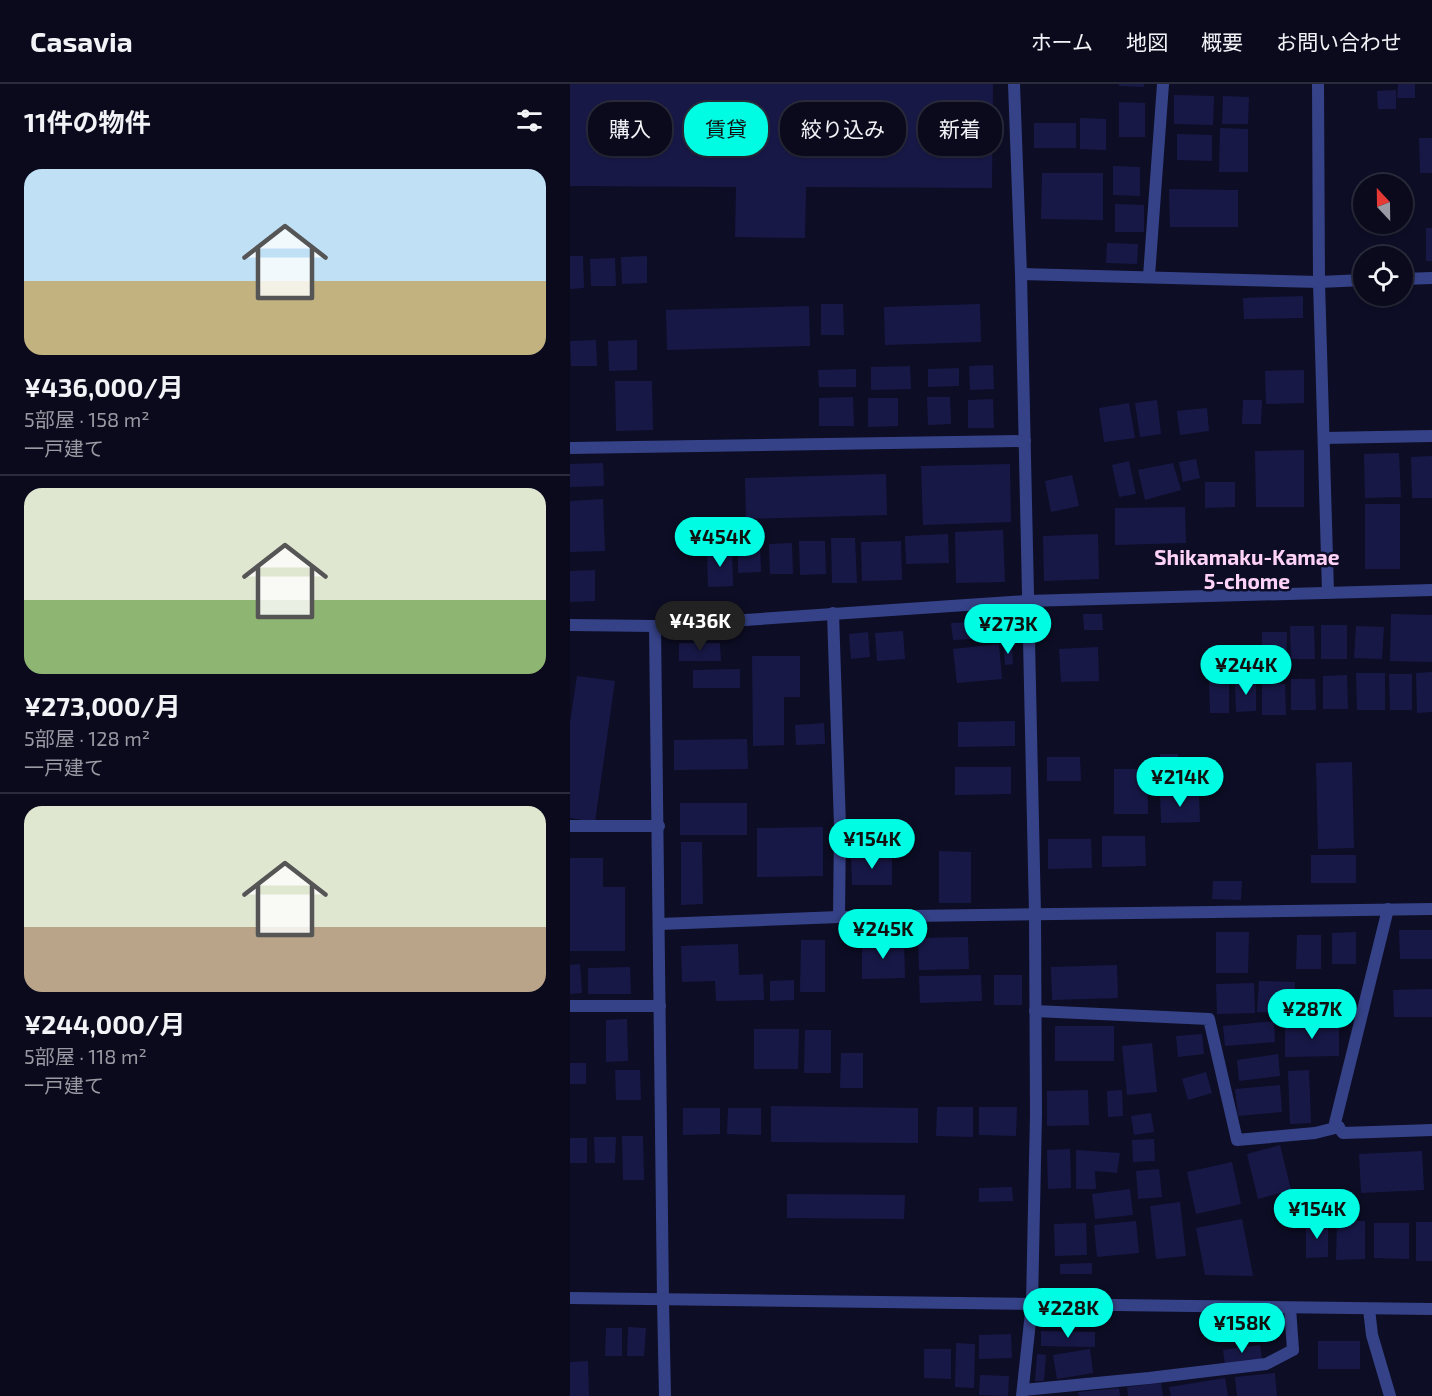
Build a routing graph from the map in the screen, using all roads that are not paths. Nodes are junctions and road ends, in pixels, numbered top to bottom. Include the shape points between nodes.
1 (1014, 84) edge
2 (1163, 84) edge
3 (1318, 84) edge
4 (1021, 274) junction
5 (1149, 276) junction
6 (1432, 278) edge
7 (1413, 279) edge
8 (1353, 280) edge
9 (1319, 282) junction
10 (1432, 436) edge
11 (1324, 438) junction
12 (1025, 441) junction
13 (570, 448) edge
14 (1432, 590) edge
15 (1328, 592) junction
16 (1026, 601) junction
17 (833, 613) junction
18 (570, 625) edge
19 (655, 626) junction
20 (570, 826) edge
21 (659, 826) junction
22 (1389, 909) junction
23 (1432, 909) edge
24 (1035, 914) junction
25 (839, 917) junction
26 (660, 924) junction
27 (570, 1006) edge
28 (660, 1006) junction
29 (1035, 1011) junction
30 (1339, 1127) junction
31 (1432, 1130) edge
32 (570, 1298) edge
33 (663, 1300) junction
34 (1032, 1303) junction
35 (1290, 1308) junction
36 (1369, 1309) junction
37 (1432, 1310) edge
38 (1022, 1393) edge
39 (665, 1396) edge
40 (1390, 1396) edge

1 - 4 street
2 - 5 street
3 - 9 street
4 - 5 street
4 - 12 street
5 - 9 street
6 - 7 street
8 - 9 street
9 - 11 street
10 - 11 street
11 - 15 street
12 - 13 street
12 - 16 street
14 - 15 street
15 - 16 street
16 - 17 street
16 - 24 street
17 - 19 street
17 - 25 street
18 - 19 street
19 - 21 street
20 - 21 street
21 - 26 street
22 - 23 street
22 - 24 street
22 - 30 street via 1335,1123
24 - 25 street
24 - 29 street
25 - 26 street
26 - 28 street
27 - 28 street
28 - 33 street
29 - 30 street via 1209,1019 1237,1140 1316,1133
29 - 34 street
30 - 31 street via 1343,1133
32 - 33 street
33 - 34 street
33 - 39 street
34 - 35 street
34 - 38 street
35 - 36 street
35 - 38 street via 1293,1350 1266,1364
36 - 37 street
36 - 40 street via 1372,1335

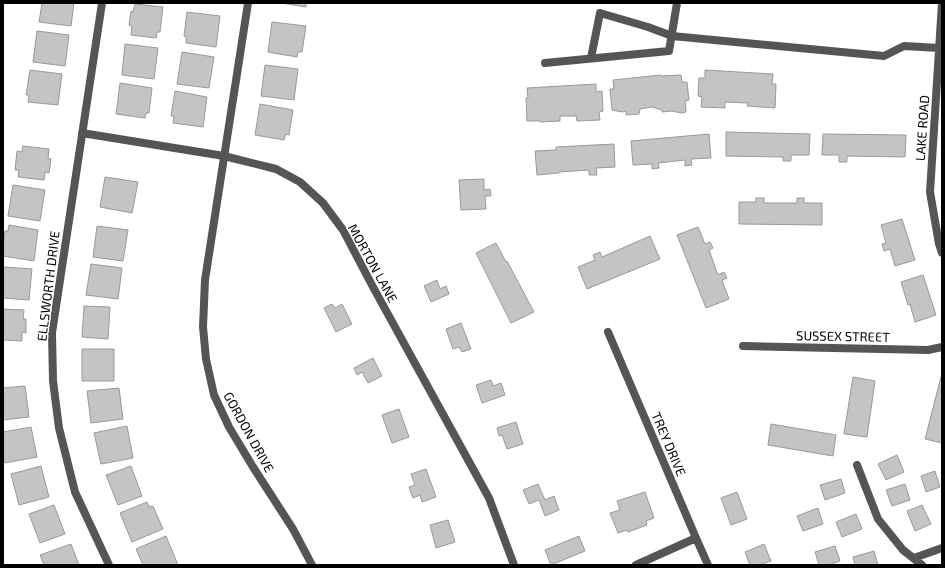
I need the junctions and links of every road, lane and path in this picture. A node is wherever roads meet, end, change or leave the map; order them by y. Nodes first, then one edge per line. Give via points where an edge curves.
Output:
1 (102, 3) edge
2 (248, 3) edge
3 (677, 3) edge
4 (942, 3) edge
5 (672, 36) junction
6 (939, 48) junction
7 (592, 58) junction
8 (545, 62) dead end
9 (82, 133) junction
10 (224, 156) junction
11 (942, 253) edge
12 (608, 332) dead end
13 (743, 346) dead end
14 (942, 347) edge
15 (857, 465) dead end
16 (696, 538) junction
17 (942, 548) edge
18 (914, 558) junction
19 (109, 565) edge
20 (312, 565) edge
21 (514, 565) edge
22 (636, 565) edge
23 (708, 565) edge
24 (922, 565) edge

1 - 9 street, ELLSWORTH DRIVE
2 - 10 street, GORDON DRIVE
3 - 5 street
4 - 6 street, LAKE ROAD
5 - 6 street via 884,56 904,46
5 - 7 street via 669,51
5 - 7 street via 600,13
6 - 11 street, LAKE ROAD via 930,192 938,244
7 - 8 street
9 - 10 street, MORTON LANE
9 - 19 street, ELLSWORTH DRIVE via 52,333 53,381 59,428 76,492
10 - 20 street, GORDON DRIVE via 205,280 203,327 206,359 214,395 229,427 294,529
10 - 21 street, MORTON LANE via 276,169 300,182 323,203 343,230 489,498
12 - 16 street, TREY DRIVE
13 - 14 street, SUSSEX STREET via 928,350
15 - 18 street via 878,519 903,550
16 - 22 street
16 - 23 street, TREY DRIVE
17 - 18 street
18 - 24 street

---

--- ABOUT THIS TASK ---
Leaving the images out, print the records above exactly.

--- EXERCISE RESPONSE ---
Build a routing graph from the map in the screen, using all roads that are not paths. Nodes are junctions and road ends, in pixels, numbered top to bottom. Include the shape points between nodes.
1 (1014, 84) edge
2 (1163, 84) edge
3 (1318, 84) edge
4 (1021, 274) junction
5 (1149, 276) junction
6 (1432, 278) edge
7 (1413, 279) edge
8 (1353, 280) edge
9 (1319, 282) junction
10 (1432, 436) edge
11 (1324, 438) junction
12 (1025, 441) junction
13 (570, 448) edge
14 (1432, 590) edge
15 (1328, 592) junction
16 (1026, 601) junction
17 (833, 613) junction
18 (570, 625) edge
19 (655, 626) junction
20 (570, 826) edge
21 (659, 826) junction
22 (1389, 909) junction
23 (1432, 909) edge
24 (1035, 914) junction
25 (839, 917) junction
26 (660, 924) junction
27 (570, 1006) edge
28 (660, 1006) junction
29 (1035, 1011) junction
30 (1339, 1127) junction
31 (1432, 1130) edge
32 (570, 1298) edge
33 (663, 1300) junction
34 (1032, 1303) junction
35 (1290, 1308) junction
36 (1369, 1309) junction
37 (1432, 1310) edge
38 (1022, 1393) edge
39 (665, 1396) edge
40 (1390, 1396) edge

1 - 4 street
2 - 5 street
3 - 9 street
4 - 5 street
4 - 12 street
5 - 9 street
6 - 7 street
8 - 9 street
9 - 11 street
10 - 11 street
11 - 15 street
12 - 13 street
12 - 16 street
14 - 15 street
15 - 16 street
16 - 17 street
16 - 24 street
17 - 19 street
17 - 25 street
18 - 19 street
19 - 21 street
20 - 21 street
21 - 26 street
22 - 23 street
22 - 24 street
22 - 30 street via 1335,1123
24 - 25 street
24 - 29 street
25 - 26 street
26 - 28 street
27 - 28 street
28 - 33 street
29 - 30 street via 1209,1019 1237,1140 1316,1133
29 - 34 street
30 - 31 street via 1343,1133
32 - 33 street
33 - 34 street
33 - 39 street
34 - 35 street
34 - 38 street
35 - 36 street
35 - 38 street via 1293,1350 1266,1364
36 - 37 street
36 - 40 street via 1372,1335

I need the junctions and links of every road, lane and path in this picture. A node is wherever roads meet, end, change or leave the map; order them by y. Nodes first, then one edge per line. Give via points where an edge curves.
Output:
1 (102, 3) edge
2 (248, 3) edge
3 (677, 3) edge
4 (942, 3) edge
5 (672, 36) junction
6 (939, 48) junction
7 (592, 58) junction
8 (545, 62) dead end
9 (82, 133) junction
10 (224, 156) junction
11 (942, 253) edge
12 (608, 332) dead end
13 (743, 346) dead end
14 (942, 347) edge
15 (857, 465) dead end
16 (696, 538) junction
17 (942, 548) edge
18 (914, 558) junction
19 (109, 565) edge
20 (312, 565) edge
21 (514, 565) edge
22 (636, 565) edge
23 (708, 565) edge
24 (922, 565) edge

1 - 9 street, ELLSWORTH DRIVE
2 - 10 street, GORDON DRIVE
3 - 5 street
4 - 6 street, LAKE ROAD
5 - 6 street via 884,56 904,46
5 - 7 street via 669,51
5 - 7 street via 600,13
6 - 11 street, LAKE ROAD via 930,192 938,244
7 - 8 street
9 - 10 street, MORTON LANE
9 - 19 street, ELLSWORTH DRIVE via 52,333 53,381 59,428 76,492
10 - 20 street, GORDON DRIVE via 205,280 203,327 206,359 214,395 229,427 294,529
10 - 21 street, MORTON LANE via 276,169 300,182 323,203 343,230 489,498
12 - 16 street, TREY DRIVE
13 - 14 street, SUSSEX STREET via 928,350
15 - 18 street via 878,519 903,550
16 - 22 street
16 - 23 street, TREY DRIVE
17 - 18 street
18 - 24 street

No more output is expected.